**Work request**
Go through the data below. List every line that holds the word "EHRENHAUSENER".
### The data
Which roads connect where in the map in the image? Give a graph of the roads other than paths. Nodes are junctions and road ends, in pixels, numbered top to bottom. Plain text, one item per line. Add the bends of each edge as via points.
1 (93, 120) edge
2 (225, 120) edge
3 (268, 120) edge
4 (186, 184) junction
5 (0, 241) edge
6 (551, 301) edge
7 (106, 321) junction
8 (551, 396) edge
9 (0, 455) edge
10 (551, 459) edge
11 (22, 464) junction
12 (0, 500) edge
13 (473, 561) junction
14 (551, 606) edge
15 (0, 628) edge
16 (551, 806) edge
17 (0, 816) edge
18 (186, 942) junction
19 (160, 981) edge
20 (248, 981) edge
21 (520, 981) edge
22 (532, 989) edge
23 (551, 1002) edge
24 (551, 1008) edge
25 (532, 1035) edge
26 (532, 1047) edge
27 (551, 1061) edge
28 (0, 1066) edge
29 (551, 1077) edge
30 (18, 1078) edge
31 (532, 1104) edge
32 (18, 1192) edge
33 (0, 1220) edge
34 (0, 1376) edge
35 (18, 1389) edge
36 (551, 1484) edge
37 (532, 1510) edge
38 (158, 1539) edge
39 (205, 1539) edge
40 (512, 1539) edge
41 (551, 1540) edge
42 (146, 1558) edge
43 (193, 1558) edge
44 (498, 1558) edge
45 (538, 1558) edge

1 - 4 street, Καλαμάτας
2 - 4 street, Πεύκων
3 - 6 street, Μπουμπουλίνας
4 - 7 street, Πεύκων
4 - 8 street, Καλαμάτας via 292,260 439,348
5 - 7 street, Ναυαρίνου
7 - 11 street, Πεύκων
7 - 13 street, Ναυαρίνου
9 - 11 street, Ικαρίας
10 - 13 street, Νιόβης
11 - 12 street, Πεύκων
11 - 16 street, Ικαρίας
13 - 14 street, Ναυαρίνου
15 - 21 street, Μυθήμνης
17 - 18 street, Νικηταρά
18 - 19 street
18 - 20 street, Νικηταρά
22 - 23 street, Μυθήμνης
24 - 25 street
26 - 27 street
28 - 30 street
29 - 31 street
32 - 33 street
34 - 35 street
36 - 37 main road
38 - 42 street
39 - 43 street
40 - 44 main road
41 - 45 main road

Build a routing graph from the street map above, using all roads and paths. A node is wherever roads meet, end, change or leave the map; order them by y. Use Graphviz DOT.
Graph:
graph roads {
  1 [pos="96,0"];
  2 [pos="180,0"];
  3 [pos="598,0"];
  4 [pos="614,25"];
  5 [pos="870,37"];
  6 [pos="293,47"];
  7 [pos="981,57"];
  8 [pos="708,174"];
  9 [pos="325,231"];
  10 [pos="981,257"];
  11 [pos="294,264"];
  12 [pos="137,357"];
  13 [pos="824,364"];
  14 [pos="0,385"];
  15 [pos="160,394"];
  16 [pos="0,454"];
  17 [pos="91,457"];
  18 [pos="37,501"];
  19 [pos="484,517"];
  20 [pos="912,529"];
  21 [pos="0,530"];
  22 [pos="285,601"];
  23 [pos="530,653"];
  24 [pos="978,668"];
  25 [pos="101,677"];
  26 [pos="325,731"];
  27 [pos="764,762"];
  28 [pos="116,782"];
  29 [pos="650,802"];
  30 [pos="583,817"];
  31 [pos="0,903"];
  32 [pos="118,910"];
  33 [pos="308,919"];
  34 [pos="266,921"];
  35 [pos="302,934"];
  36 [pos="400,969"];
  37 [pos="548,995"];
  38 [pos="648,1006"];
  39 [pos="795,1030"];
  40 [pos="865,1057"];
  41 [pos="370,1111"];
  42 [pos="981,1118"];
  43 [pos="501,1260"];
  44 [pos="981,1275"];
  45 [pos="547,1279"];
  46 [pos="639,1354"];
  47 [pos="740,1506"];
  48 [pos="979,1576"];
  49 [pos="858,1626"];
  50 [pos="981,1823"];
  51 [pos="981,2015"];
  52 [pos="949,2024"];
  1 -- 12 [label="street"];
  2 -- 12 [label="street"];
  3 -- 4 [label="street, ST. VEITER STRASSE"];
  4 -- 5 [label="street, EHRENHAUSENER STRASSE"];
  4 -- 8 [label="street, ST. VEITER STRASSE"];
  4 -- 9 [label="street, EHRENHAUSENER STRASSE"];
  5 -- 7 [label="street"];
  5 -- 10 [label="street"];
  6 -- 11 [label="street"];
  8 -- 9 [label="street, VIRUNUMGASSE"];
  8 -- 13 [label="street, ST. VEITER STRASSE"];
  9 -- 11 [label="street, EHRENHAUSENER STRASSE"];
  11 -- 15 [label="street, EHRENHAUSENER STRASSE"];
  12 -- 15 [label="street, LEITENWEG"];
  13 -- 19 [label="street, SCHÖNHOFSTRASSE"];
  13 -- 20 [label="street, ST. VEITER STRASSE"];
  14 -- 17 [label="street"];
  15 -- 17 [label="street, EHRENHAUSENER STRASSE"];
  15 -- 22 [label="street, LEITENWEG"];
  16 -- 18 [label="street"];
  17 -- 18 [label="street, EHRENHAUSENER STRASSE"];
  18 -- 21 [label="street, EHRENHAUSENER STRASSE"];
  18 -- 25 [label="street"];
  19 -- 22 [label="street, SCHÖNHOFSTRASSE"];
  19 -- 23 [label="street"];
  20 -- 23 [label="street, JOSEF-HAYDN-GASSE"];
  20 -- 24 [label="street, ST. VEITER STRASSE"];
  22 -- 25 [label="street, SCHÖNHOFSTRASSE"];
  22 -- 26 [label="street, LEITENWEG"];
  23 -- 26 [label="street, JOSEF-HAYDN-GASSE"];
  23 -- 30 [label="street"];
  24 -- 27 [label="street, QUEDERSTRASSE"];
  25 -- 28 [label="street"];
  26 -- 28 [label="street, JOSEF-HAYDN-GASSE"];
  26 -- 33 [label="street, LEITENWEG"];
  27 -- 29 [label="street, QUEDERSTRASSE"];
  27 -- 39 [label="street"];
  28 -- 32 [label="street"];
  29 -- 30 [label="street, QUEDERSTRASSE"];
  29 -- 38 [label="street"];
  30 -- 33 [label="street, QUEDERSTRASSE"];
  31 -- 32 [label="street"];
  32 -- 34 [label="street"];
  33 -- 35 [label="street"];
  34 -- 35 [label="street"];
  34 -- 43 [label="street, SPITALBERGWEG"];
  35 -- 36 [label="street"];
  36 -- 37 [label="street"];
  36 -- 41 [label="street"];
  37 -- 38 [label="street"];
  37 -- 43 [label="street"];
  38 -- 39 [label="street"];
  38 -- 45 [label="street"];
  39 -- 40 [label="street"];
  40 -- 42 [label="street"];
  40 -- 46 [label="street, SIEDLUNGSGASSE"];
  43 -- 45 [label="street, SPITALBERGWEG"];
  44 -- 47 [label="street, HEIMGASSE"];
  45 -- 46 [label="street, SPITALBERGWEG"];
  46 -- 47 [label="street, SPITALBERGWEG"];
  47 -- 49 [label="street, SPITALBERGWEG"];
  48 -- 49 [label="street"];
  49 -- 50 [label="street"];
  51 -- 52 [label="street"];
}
######
**Answer to the exercise**
  4 -- 5 [label="street, EHRENHAUSENER STRASSE"];
  4 -- 9 [label="street, EHRENHAUSENER STRASSE"];
  9 -- 11 [label="street, EHRENHAUSENER STRASSE"];
  11 -- 15 [label="street, EHRENHAUSENER STRASSE"];
  15 -- 17 [label="street, EHRENHAUSENER STRASSE"];
  17 -- 18 [label="street, EHRENHAUSENER STRASSE"];
  18 -- 21 [label="street, EHRENHAUSENER STRASSE"];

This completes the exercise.